A Winter’s Promise by Christelle Dabos – trans. by Hildegarde Serle
(Europa Editions, 9781609454838, h/b, £14.99)
Long ago, following a cataclysm called ‘The Tear,’ the world was shattered into many floating celestial islands. Known now as Arks, each has developed in distinct ways and at a different pace; each seems to possess its own unique relationship to time. Ophelia lives on Anima, an ark where objects have souls, with which Ophelia can communicate. When she is promised in marriage to Thorn, from the powerful Dragon clan, Ophelia must leave her family and follow her fiancee to the floating capital on the distant Ark of the Pole. Though she doesn’t know it yet, she has become a pawn in a deadly plot.
Disoriental by Negar Djavadi – trans. by Tina Kover
(Europa Editions, 9781609454517, p/b, £12.99)
Kimia Sadr fled Iran at the age of ten in the company of her mother and sisters to join her father in France. Now twenty-five and facing the future she has built for herself as well as the prospect of a new generation, Kimia is inundated by her own memories and the stories of her ancestors, which come to her in unstoppable, uncontainable waves. A high-spirited, kaleidoscopic story, blending key moments of Iranian history, politics, and culture with stories of family drama and triumph.
La Bastarda by Trifonia Melibea Obono – trans. by Lawrence Schimel
(Feminist Press, 9781936932238, p/b, £13.99)
La Bastarda is the story of the orphaned teen Okomo. Forbidden from seeking out her father, she enlists the help of other village outcasts: her gay uncle and a gang of mysterious girls revelling in their so-called indecency. Drawn into their illicit trysts, Okomo finds herself falling in love with their leader and rebelling against the rigid norms of Fang culture.
Sexographies by Gabriela Wiener – trans. by Jennifer Adcock & Lucy Greaves (Restless Books, 9781632061591, p/b, £12.99)
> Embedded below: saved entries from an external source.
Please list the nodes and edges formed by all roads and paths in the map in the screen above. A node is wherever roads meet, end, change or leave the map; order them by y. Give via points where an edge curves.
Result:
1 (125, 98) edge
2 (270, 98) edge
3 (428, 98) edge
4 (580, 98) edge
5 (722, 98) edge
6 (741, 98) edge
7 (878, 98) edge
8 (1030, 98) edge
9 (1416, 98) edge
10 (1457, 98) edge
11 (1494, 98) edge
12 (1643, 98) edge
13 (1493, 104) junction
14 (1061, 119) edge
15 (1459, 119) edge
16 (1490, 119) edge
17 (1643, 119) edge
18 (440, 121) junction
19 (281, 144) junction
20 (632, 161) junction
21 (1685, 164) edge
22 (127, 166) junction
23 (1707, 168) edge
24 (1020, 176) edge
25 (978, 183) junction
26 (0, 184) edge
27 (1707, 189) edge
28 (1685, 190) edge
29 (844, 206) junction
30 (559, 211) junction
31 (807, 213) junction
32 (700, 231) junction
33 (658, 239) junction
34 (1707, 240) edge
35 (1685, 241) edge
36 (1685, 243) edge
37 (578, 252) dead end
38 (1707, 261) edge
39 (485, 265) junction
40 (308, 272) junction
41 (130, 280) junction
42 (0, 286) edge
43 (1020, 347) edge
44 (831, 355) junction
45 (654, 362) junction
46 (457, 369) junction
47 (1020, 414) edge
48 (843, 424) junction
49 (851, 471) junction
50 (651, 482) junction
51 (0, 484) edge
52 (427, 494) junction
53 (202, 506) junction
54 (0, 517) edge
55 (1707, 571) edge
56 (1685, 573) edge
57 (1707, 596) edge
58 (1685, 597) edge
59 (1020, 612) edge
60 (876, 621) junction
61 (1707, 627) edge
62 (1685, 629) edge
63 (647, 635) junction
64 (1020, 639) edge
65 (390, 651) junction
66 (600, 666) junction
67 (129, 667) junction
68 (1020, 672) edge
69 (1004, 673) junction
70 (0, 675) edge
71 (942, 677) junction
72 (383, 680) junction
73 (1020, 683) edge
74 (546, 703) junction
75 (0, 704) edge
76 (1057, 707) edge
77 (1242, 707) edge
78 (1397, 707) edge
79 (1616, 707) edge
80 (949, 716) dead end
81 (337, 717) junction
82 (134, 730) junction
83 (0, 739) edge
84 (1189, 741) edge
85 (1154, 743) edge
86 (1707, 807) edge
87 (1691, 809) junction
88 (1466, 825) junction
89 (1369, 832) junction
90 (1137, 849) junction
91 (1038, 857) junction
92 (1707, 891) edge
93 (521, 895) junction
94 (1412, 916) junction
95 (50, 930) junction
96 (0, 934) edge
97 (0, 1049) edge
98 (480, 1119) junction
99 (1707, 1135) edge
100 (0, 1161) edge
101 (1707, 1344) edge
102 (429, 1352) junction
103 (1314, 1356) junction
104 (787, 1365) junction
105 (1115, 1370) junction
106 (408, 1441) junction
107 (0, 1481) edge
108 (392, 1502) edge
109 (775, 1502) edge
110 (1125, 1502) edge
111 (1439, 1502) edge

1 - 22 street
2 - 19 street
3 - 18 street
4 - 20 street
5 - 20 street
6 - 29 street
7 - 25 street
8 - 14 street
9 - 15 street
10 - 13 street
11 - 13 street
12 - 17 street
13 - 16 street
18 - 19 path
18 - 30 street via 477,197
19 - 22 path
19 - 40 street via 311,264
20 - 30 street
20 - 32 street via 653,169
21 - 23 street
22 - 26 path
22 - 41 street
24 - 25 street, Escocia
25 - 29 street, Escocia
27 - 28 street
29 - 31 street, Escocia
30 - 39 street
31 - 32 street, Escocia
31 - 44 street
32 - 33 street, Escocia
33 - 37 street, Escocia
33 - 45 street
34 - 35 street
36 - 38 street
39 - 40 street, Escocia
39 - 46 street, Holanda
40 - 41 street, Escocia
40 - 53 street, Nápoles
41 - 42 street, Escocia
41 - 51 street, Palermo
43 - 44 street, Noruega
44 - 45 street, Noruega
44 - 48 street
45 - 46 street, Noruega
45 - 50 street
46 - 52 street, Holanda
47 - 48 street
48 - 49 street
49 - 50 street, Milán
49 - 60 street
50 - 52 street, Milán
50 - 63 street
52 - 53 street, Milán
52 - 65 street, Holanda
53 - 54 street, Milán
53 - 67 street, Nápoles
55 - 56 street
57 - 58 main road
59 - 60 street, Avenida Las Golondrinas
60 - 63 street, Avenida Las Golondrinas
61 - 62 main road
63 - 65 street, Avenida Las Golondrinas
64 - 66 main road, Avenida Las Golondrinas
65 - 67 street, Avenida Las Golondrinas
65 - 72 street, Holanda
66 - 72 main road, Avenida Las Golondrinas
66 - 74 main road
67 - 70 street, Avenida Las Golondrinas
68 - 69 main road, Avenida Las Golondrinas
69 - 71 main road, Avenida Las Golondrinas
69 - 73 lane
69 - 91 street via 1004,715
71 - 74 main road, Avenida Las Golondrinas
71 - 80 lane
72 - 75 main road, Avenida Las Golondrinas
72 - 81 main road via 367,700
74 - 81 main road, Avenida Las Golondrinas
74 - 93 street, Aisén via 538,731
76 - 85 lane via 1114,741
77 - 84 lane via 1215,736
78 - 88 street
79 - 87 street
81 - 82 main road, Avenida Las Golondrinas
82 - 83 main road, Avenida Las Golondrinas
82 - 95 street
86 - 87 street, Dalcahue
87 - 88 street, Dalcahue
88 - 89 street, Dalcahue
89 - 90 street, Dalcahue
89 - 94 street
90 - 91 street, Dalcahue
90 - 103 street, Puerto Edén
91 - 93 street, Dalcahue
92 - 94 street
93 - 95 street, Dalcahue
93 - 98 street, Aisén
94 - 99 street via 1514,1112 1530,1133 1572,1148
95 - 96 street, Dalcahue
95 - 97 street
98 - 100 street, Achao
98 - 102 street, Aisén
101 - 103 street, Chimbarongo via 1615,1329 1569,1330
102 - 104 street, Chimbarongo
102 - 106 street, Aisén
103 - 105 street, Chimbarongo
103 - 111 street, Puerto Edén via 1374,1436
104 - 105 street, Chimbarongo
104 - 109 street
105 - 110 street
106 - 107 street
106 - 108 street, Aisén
In fierce and fearless first-person accounts, Gabriela Wiener records infiltrating the prisons of Lima, participating in sexual exchanges in swingers clubs, travelling the dark paths of the Bois de Boulogne in Paris to live with transvestites and prostitutes, undergoing a complicated process of egg donation, taking part in a ritual of ayahuasca ingestion in the Amazon jungle, and slipping into the bedroom of the porn superstar Nacho Vidal. At the same time, she takes us on deep, inward journeys. A reckless and exciting journey through the most savage side of narrative journalism.
The Restless by Gerty Dambury – trans. by Judith G. Miller (Feminist Press, 9781558614468, p/b, £14.99)
Structured like a Creole quadrille, this lyrical novel is a rich ethnography bearing witness to police violence in French Guadeloupe. Narrators both living and dead recount the racial and class stratification that led to a protest-turned-massacre. While Dambury’s English debut is a memorial to a largely forgotten atrocity, it is also a celebration of the vibrancy and resilience of Guadeloupeans.